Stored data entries
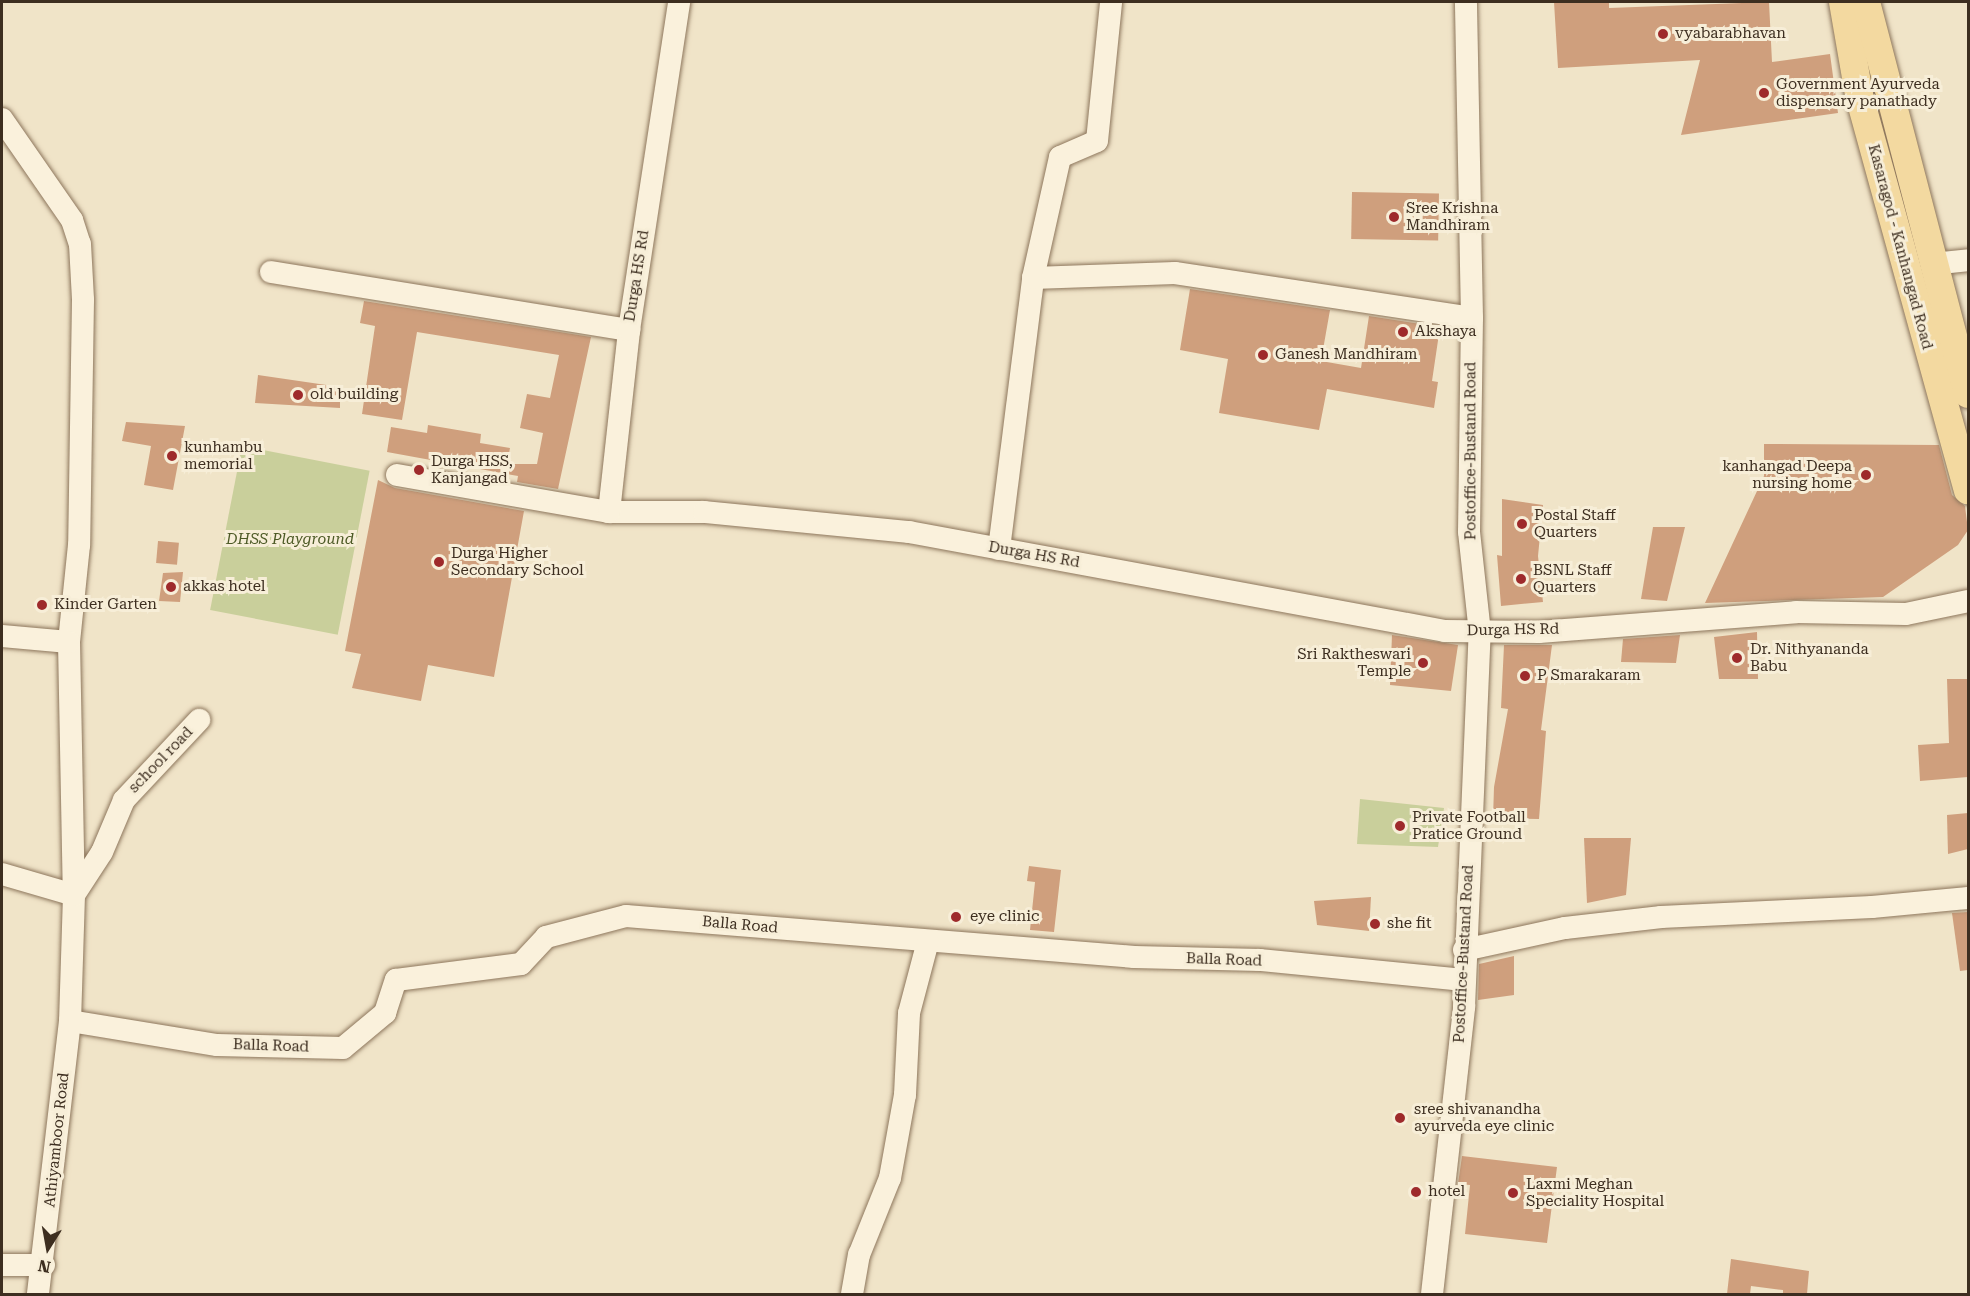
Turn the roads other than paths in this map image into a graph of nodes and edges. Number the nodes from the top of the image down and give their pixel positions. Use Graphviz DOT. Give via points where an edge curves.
graph roads {
  1 [pos="679,2"];
  2 [pos="1111,2"];
  3 [pos="1466,2"];
  4 [pos="1843,2"];
  5 [pos="1866,2"];
  6 [pos="2,120"];
  7 [pos="1968,260"];
  8 [pos="1932,264"];
  9 [pos="271,272"];
  10 [pos="1033,278"];
  11 [pos="1472,318"];
  12 [pos="629,330"];
  13 [pos="1968,394"];
  14 [pos="397,475"];
  15 [pos="1968,490"];
  16 [pos="609,512"];
  17 [pos="999,549"];
  18 [pos="1968,601"];
  19 [pos="1480,633"];
  20 [pos="2,636"];
  21 [pos="69,642"];
  22 [pos="199,720"];
  23 [pos="2,874"];
  24 [pos="74,895"];
  25 [pos="1968,898"];
  26 [pos="928,941"];
  27 [pos="1464,950"];
  28 [pos="1463,980"];
  29 [pos="70,1021"];
  30 [pos="2,1265"];
  31 [pos="44,1265"];
  32 [pos="38,1294"];
  33 [pos="852,1294"];
  34 [pos="1432,1294"];
  1 -- 12 [label="street, Durga HS Rd"];
  2 -- 10 [label="street" via="1097,141 1060,157"];
  3 -- 11 [label="street, Postoffice-Bustand Road"];
  4 -- 15 [label="main road, Kasaragod - Kanhangad Road" via="1862,106"];
  5 -- 8 [label="main road"];
  6 -- 21 [label="street, Athiyamboor Road" via="72,220 80,244 81,491"];
  7 -- 8 [label="street"];
  8 -- 13 [label="main road"];
  9 -- 12 [label="street"];
  10 -- 11 [label="street" via="1175,273"];
  10 -- 17 [label="street"];
  11 -- 19 [label="street, Postoffice-Bustand Road" via="1469,532"];
  12 -- 16 [label="street, Durga HS Rd"];
  14 -- 16 [label="street"];
  16 -- 17 [label="street, Durga HS Rd" via="802,519"];
  17 -- 19 [label="street, Durga HS Rd" via="1445,631"];
  18 -- 19 [label="street, Durga HS Rd" via="1906,614 1796,612"];
  19 -- 27 [label="street, Postoffice-Bustand Road"];
  20 -- 21 [label="street"];
  21 -- 24 [label="street, Athiyamboor Road"];
  22 -- 24 [label="street, school road" via="124,800 102,852"];
  23 -- 24 [label="street"];
  24 -- 29 [label="street, Athiyamboor Road"];
  25 -- 27 [label="street" via="1872,908 1661,917 1564,928"];
  26 -- 28 [label="street, Balla Road" via="1134,957 1260,960"];
  26 -- 29 [label="street, Balla Road" via="626,916 546,937 521,964 396,980 386,1013 343,1048 217,1045"];
  26 -- 33 [label="street" via="909,1013 905,1095 890,1178 859,1255"];
  27 -- 28 [label="street, Postoffice-Bustand Road"];
  28 -- 34 [label="street, Postoffice-Bustand Road"];
  29 -- 31 [label="street, Athiyamboor Road"];
  30 -- 31 [label="street"];
  31 -- 32 [label="street, Athiyamboor Road"];
}
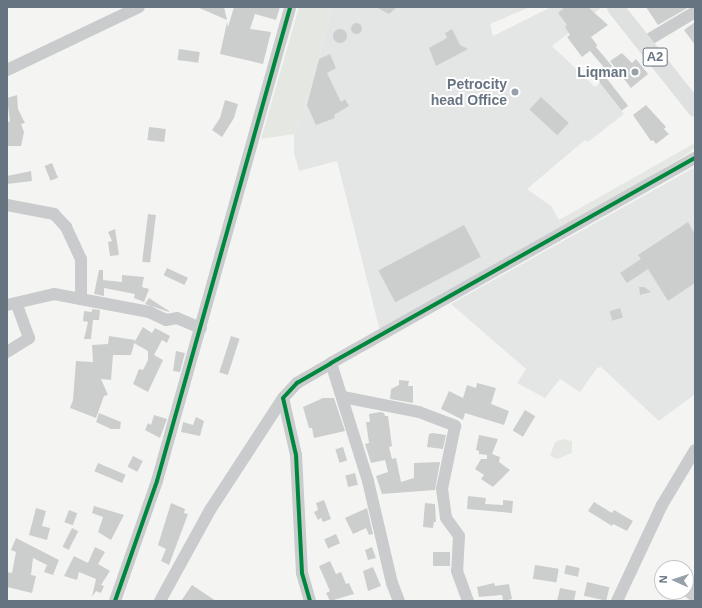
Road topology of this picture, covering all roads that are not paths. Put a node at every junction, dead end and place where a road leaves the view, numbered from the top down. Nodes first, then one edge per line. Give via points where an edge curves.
1 (139, 7) edge
2 (290, 7) edge
3 (615, 7) edge
4 (695, 12) edge
5 (695, 17) edge
6 (646, 46) junction
7 (7, 70) edge
8 (695, 108) edge
9 (695, 158) edge
10 (7, 205) edge
11 (81, 299) junction
12 (12, 305) edge
13 (201, 328) junction
14 (7, 352) edge
15 (331, 363) junction
16 (343, 397) junction
17 (284, 398) junction
18 (695, 450) edge
19 (115, 601) edge
20 (160, 601) edge
21 (310, 601) edge
22 (399, 601) edge
23 (468, 601) edge
24 (617, 601) edge

1 - 7 street
2 - 13 street
3 - 6 highway, A2
4 - 6 street
5 - 6 street
6 - 8 highway, A2
9 - 15 street
10 - 11 street via 54,214 66,227 81,259
11 - 12 street via 54,294
11 - 13 street via 132,311 149,312 166,320 177,318
12 - 14 street via 29,338
13 - 19 street via 157,481
15 - 16 street
15 - 17 street via 298,384
16 - 22 street
16 - 23 street via 419,412 455,426 442,489 446,518 459,536 457,571
17 - 20 street via 210,510
17 - 21 street via 296,455 302,573
18 - 24 street via 662,505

Activity
Output the line containing "Road topology of" and each line after it through the close of the entries, unchanged and with no other lines.

Solution for this task
Road topology of this picture, covering all roads that are not paths. Put a node at every junction, dead end and place where a road leaves the view, numbered from the top down. Nodes first, then one edge per line. Give via points where an edge curves.
1 (139, 7) edge
2 (290, 7) edge
3 (615, 7) edge
4 (695, 12) edge
5 (695, 17) edge
6 (646, 46) junction
7 (7, 70) edge
8 (695, 108) edge
9 (695, 158) edge
10 (7, 205) edge
11 (81, 299) junction
12 (12, 305) edge
13 (201, 328) junction
14 (7, 352) edge
15 (331, 363) junction
16 (343, 397) junction
17 (284, 398) junction
18 (695, 450) edge
19 (115, 601) edge
20 (160, 601) edge
21 (310, 601) edge
22 (399, 601) edge
23 (468, 601) edge
24 (617, 601) edge

1 - 7 street
2 - 13 street
3 - 6 highway, A2
4 - 6 street
5 - 6 street
6 - 8 highway, A2
9 - 15 street
10 - 11 street via 54,214 66,227 81,259
11 - 12 street via 54,294
11 - 13 street via 132,311 149,312 166,320 177,318
12 - 14 street via 29,338
13 - 19 street via 157,481
15 - 16 street
15 - 17 street via 298,384
16 - 22 street
16 - 23 street via 419,412 455,426 442,489 446,518 459,536 457,571
17 - 20 street via 210,510
17 - 21 street via 296,455 302,573
18 - 24 street via 662,505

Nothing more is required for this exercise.